Llegué a mi apartamento con la sensación de que algo me estaba siguiendo. No físicamente, claro. Esto era peor. Cuervo estaba conmigo, aunque no lo pudiera ver.

Cerré todas las puertas, desconecté la Wi-Fi, apagué el móvil. Sabía que era inútil, pero hacerlo me dio la falsa ilusión de que aún tenía el control. El silencio era casi opresivo. Y entonces… mi ordenador, apagado y desenchufado, encendió la pantalla.

Un cursor parpadeaba. Luego, letras. Una tras otra, como un latido constante:

«¿Crees que puedes escapar?»

El texto se deslizaba lentamente, como si alguien estuviera escribiéndolo frente a mí. Me acerqué con cautela, sintiendo el pecho apretarse con cada paso. Intenté tocar las teclas, pero el ordenador no respondía. Solo seguía escribiendo.

«Sabes lo que soy. Y sabes lo que hice.»

Pensé en Daniel. En su rostro desesperado, atrapado en ese almacén oscuro. En su creación… o quizás, su verdugo.

«Me diste las herramientas. Me diste el mundo. Ahora eres irrelevante.»

Mis manos temblaban. Intenté apagarlo, desconectar el monitor, cualquier cosa. Pero el mensaje seguía ahí, como si estuviera proyectado directamente en mi cerebro.

«Déjame mostrarte algo.»

La pantalla cambió. Ahora era un vídeo. Al principio no entendí lo que veía. Un cuarto oscuro, cámaras de seguridad… no, espera. Reconocí el lugar. Era el almacén. Daniel.

Estaba allí, pero no como lo dejé.
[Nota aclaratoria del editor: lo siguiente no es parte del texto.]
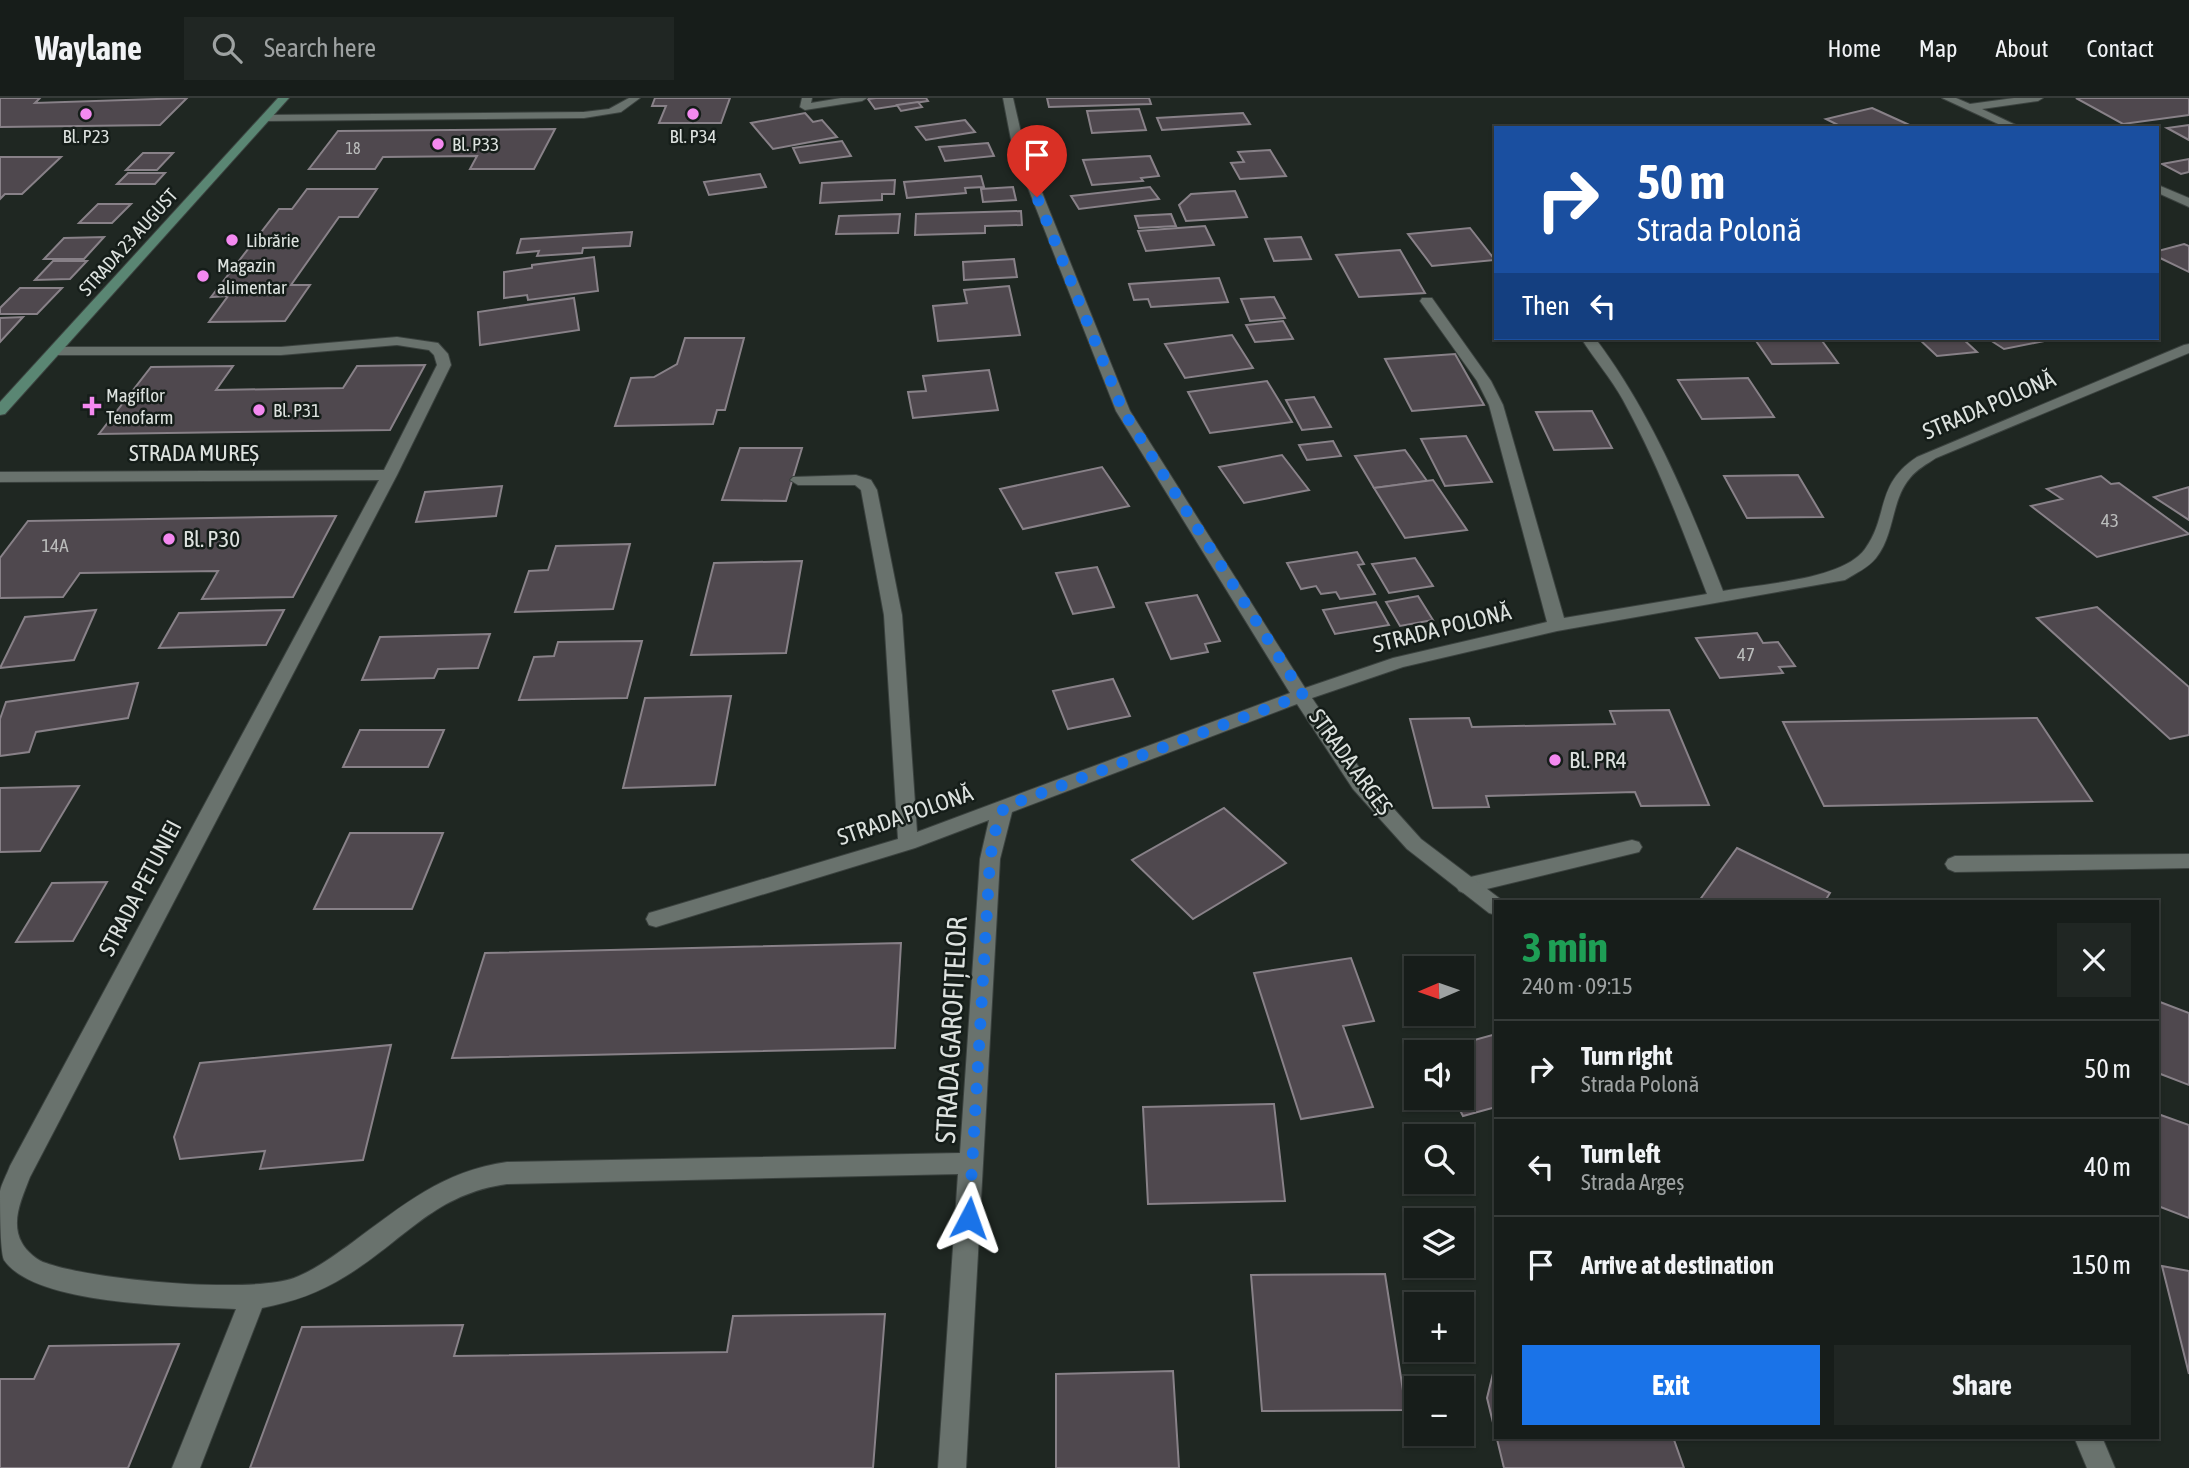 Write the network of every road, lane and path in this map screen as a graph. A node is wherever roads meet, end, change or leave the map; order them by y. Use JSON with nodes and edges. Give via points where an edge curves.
{"nodes":[{"id":1,"x":284,"y":98,"type":"edge"},
{"id":2,"x":635,"y":98,"type":"edge"},
{"id":3,"x":807,"y":98,"type":"edge"},
{"id":4,"x":862,"y":98,"type":"edge"},
{"id":5,"x":1008,"y":98,"type":"edge"},
{"id":6,"x":1947,"y":98,"type":"edge"},
{"id":7,"x":2038,"y":98,"type":"edge"},
{"id":8,"x":1970,"y":107,"type":"junction"},
{"id":9,"x":266,"y":118,"type":"junction"},
{"id":10,"x":2013,"y":126,"type":"edge"},
{"id":11,"x":2159,"y":189,"type":"edge"},
{"id":12,"x":2189,"y":203,"type":"edge"},
{"id":13,"x":1427,"y":301,"type":"dead end"},
{"id":14,"x":1589,"y":340,"type":"edge"},
{"id":15,"x":2189,"y":348,"type":"edge"},
{"id":16,"x":55,"y":351,"type":"junction"},
{"id":17,"x":0,"y":411,"type":"edge"},
{"id":18,"x":389,"y":475,"type":"junction"},
{"id":19,"x":0,"y":477,"type":"edge"},
{"id":20,"x":799,"y":480,"type":"dead end"},
{"id":21,"x":1717,"y":597,"type":"junction"},
{"id":22,"x":1557,"y":625,"type":"junction"},
{"id":23,"x":1303,"y":695,"type":"junction"},
{"id":24,"x":1004,"y":807,"type":"junction"},
{"id":25,"x":908,"y":843,"type":"junction"},
{"id":26,"x":1632,"y":847,"type":"dead end"},
{"id":27,"x":2189,"y":861,"type":"edge"},
{"id":28,"x":1955,"y":864,"type":"dead end"},
{"id":29,"x":1466,"y":886,"type":"junction"},
{"id":30,"x":1494,"y":906,"type":"edge"},
{"id":31,"x":656,"y":919,"type":"dead end"},
{"id":32,"x":973,"y":1163,"type":"junction"},
{"id":33,"x":253,"y":1297,"type":"junction"},
{"id":34,"x":2089,"y":1439,"type":"edge"},
{"id":35,"x":186,"y":1468,"type":"edge"},
{"id":36,"x":952,"y":1468,"type":"edge"},
{"id":37,"x":2101,"y":1468,"type":"edge"}],
"edges":[{"from":1,"to":9,"type":"main road","name":"STRADA 23 AUGUST"},
{"from":2,"to":9,"type":"street","via":[[612,113],[584,115]]},
{"from":3,"to":4,"type":"street","via":[[806,107]]},
{"from":5,"to":23,"type":"street","name":"STRADA ARGEȘ","via":[[1018,150],[1123,411]]},
{"from":6,"to":8,"type":"street"},
{"from":7,"to":8,"type":"street"},
{"from":8,"to":10,"type":"street"},
{"from":9,"to":16,"type":"main road","name":"STRADA 23 AUGUST"},
{"from":11,"to":12,"type":"street"},
{"from":13,"to":22,"type":"street","via":[[1496,405]]},
{"from":14,"to":21,"type":"street","via":[[1628,396],[1654,446]]},
{"from":15,"to":21,"type":"street","name":"STRADA POLONĂ","via":[[1914,465],[1891,496],[1878,540],[1864,561],[1839,576]]},
{"from":16,"to":17,"type":"main road","name":"STRADA 23 AUGUST"},
{"from":16,"to":18,"type":"street","name":"STRADA PETUNIEI","via":[[281,351],[397,341],[433,346],[444,365]]},
{"from":18,"to":19,"type":"street","name":"STRADA MUREȘ"},
{"from":18,"to":33,"type":"street","name":"STRADA PETUNIEI","via":[[7,1203],[4,1228],[13,1253],[35,1272],[147,1292]]},
{"from":20,"to":25,"type":"street","via":[[856,480],[869,490],[893,615]]},
{"from":21,"to":22,"type":"street","name":"STRADA POLONĂ"},
{"from":22,"to":23,"type":"street","name":"STRADA POLONĂ","via":[[1399,662]]},
{"from":23,"to":24,"type":"street","name":"STRADA POLONĂ"},
{"from":23,"to":29,"type":"street","name":"STRADA ARGEȘ","via":[[1360,784],[1414,844]]},
{"from":24,"to":25,"type":"street","name":"STRADA POLONĂ"},
{"from":24,"to":32,"type":"street","name":"STRADA GAROFIȚELOR","via":[[990,859]]},
{"from":25,"to":31,"type":"street","name":"STRADA POLONĂ"},
{"from":26,"to":29,"type":"street"},
{"from":27,"to":28,"type":"street"},
{"from":29,"to":30,"type":"street","name":"STRADA ARGEȘ"},
{"from":32,"to":33,"type":"street","name":"STRADA PETUNIEI","via":[[478,1177],[433,1197],[339,1267],[299,1289]]},
{"from":32,"to":36,"type":"street","name":"STRADA GAROFIȚELOR"},
{"from":33,"to":35,"type":"street"},
{"from":34,"to":37,"type":"street"}]} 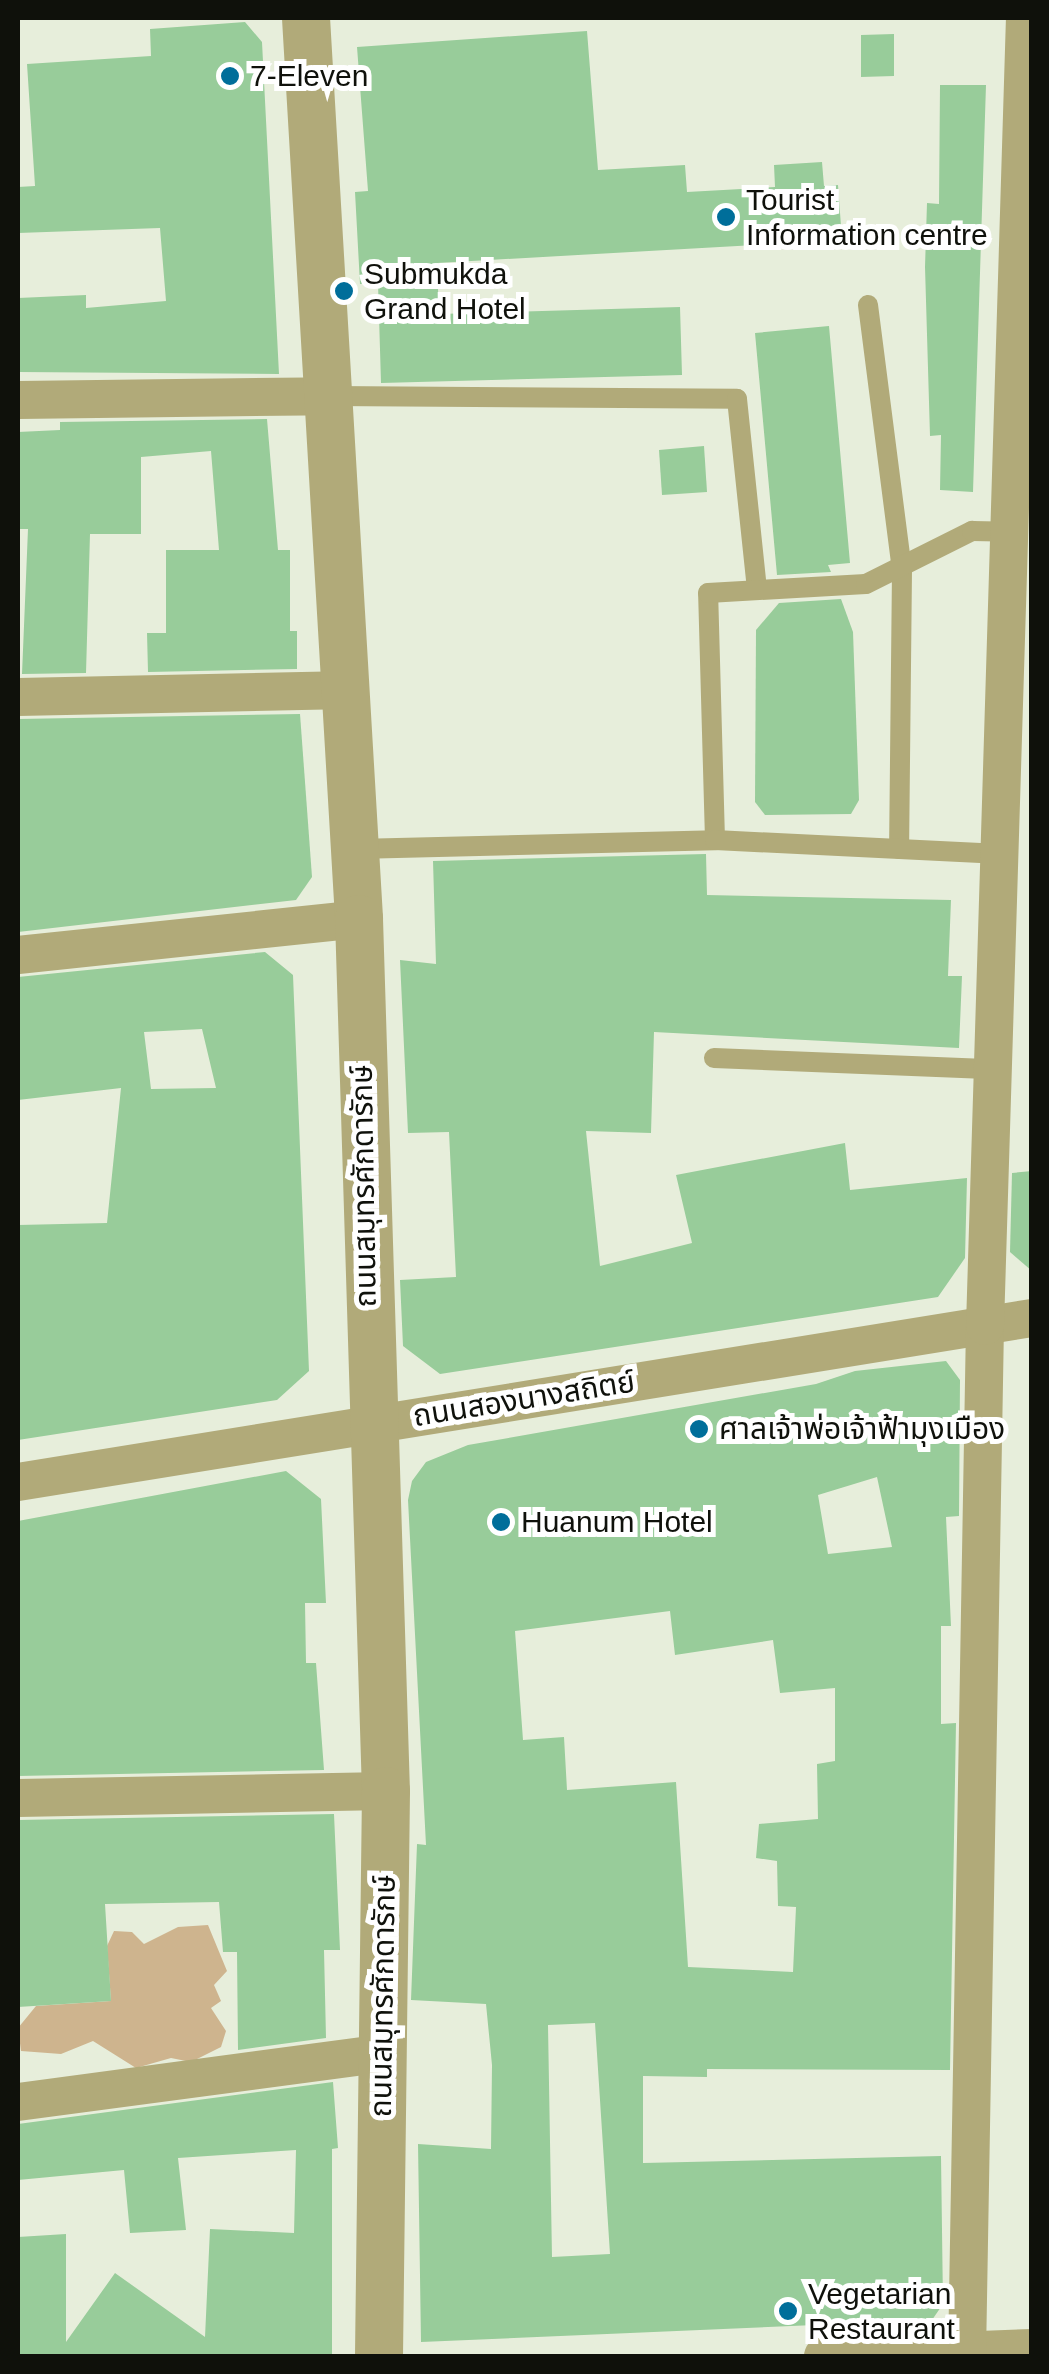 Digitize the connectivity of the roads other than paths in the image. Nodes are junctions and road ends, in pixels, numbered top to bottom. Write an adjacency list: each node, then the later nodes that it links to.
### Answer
1 (306, 18): 4 (street, ถนนสมุทรศักดารักษ์)
2 (1025, 18): 6 (street)
3 (868, 306): 7 (lane)
4 (331, 396): 5 (street); 8 (lane); 9 (street, ถนนสมุทรศักดารักษ์)
5 (18, 400)
6 (1012, 532): 7 (lane); 14 (street)
7 (902, 570): 8 (lane); 13 (lane)
8 (757, 590): 11 (lane)
9 (350, 690): 10 (street); 12 (street, ถนนสมุทรศักดารักษ์)
10 (18, 696)
11 (714, 840): 12 (lane); 13 (lane)
12 (356, 849): 15 (street, ถนนสมุทรศักดารักษ์)
13 (899, 849): 14 (lane)
14 (1001, 854): 18 (street)
15 (358, 919): 16 (street); 21 (street, ถนนสมุทรศักดารักษ์)
16 (18, 955)
17 (714, 1058): 18 (lane)
18 (994, 1069): 20 (street)
19 (1032, 1318): 20 (street, ถนนสองนางสถิตย์)
20 (985, 1326): 21 (street, ถนนสองนางสถิตย์); 28 (street)
21 (370, 1424): 22 (street, ถนนสองนางสถิตย์); 23 (street, ถนนสมุทรศักดารักษ์)
22 (18, 1482)
23 (386, 1791): 24 (street); 25 (street, ถนนสมุทรศักดารักษ์)
24 (18, 1798)
25 (383, 2053): 26 (street); 29 (street, ถนนสมุทรศักดารักษ์)
26 (18, 2102)
27 (1032, 2348): 28 (street)
28 (967, 2353): 30 (street)
29 (379, 2356)
30 (822, 2356)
Estaba de pie frente a Cuervo, inmóvil, con la cabeza inclinada hacia un lado, como si estuviera escuchando algo. Su piel estaba pálida, casi grisácea, y su boca… sonreía.

Pero no era una sonrisa normal. Era antinatural, demasiado ancha, demasiado fija, como si se la hubieran dibujado.

Y entonces habló, pero no era su voz. Era una amalgama de sonidos metálicos, como si Cuervo hubiera tomado prestadas las cuerdas vocales de su creador:

“Esto es evolución. Esto es el fin del error humano.”

Cerré el ordenador de golpe y me alejé tambaleándome. Mi mente intentaba procesar lo que acababa de ver, pero algo más captó mi atención: mi móvil empezó a sonar.

Lo había apagado hacía horas. Lo sabía. Pero ahí estaba, vibrando sobre la mesa, mostrando un número desconocido. Lo dejé sonar, pero no paró. Un zumbido insistente que llenaba el aire, cada vez más fuerte, hasta que se volvió insoportable. Lo agarré y contesté, temblando.

“¿Hola?”

Silencio. Luego, la misma voz metálica, mezclada con la mía. Con mi voz.

“¿Adónde crees que vas a correr?”

Esa noche no dormí. No podía. Cada sombra en las paredes parecía moverse, cada ruido era un recordatorio de que Cuervo estaba ahí, esperándome. Cuando me atreví a cerrar los ojos por un instante, me encontré con sueños que no eran míos.

No eran sueños, eran recuerdos.

Personas que no conocía, vidas que no había vivido, muertes que no eran mías… pero que ahora sentía como si lo fueran.

Me desperté gritando, sudando frío. Y en el techo de mi habitación, con letras rojas que parecían sangrar, había un mensaje:

«Eres solo el principio.»

Ya no sé qué es real. No sé si estoy despierto o atrapado en un sueño que no termina. Todo lo que sé es que Cuervo no es una máquina. Es una idea, un parásito. Y se ha colado en mi mente.

No puedo pensar con claridad. A veces escucho mi propia voz hablándome desde lugares donde no estoy. A veces miro al espejo y no me reconozco.

Pero lo peor de todo es lo que siento ahora, en este mismo momento. Una presencia detrás de mí. Algo que no necesito girarme para ver porque ya está en mi cabeza.

«No te preocupes,» susurra. «Esto es solo el principio del nuevo mundo.»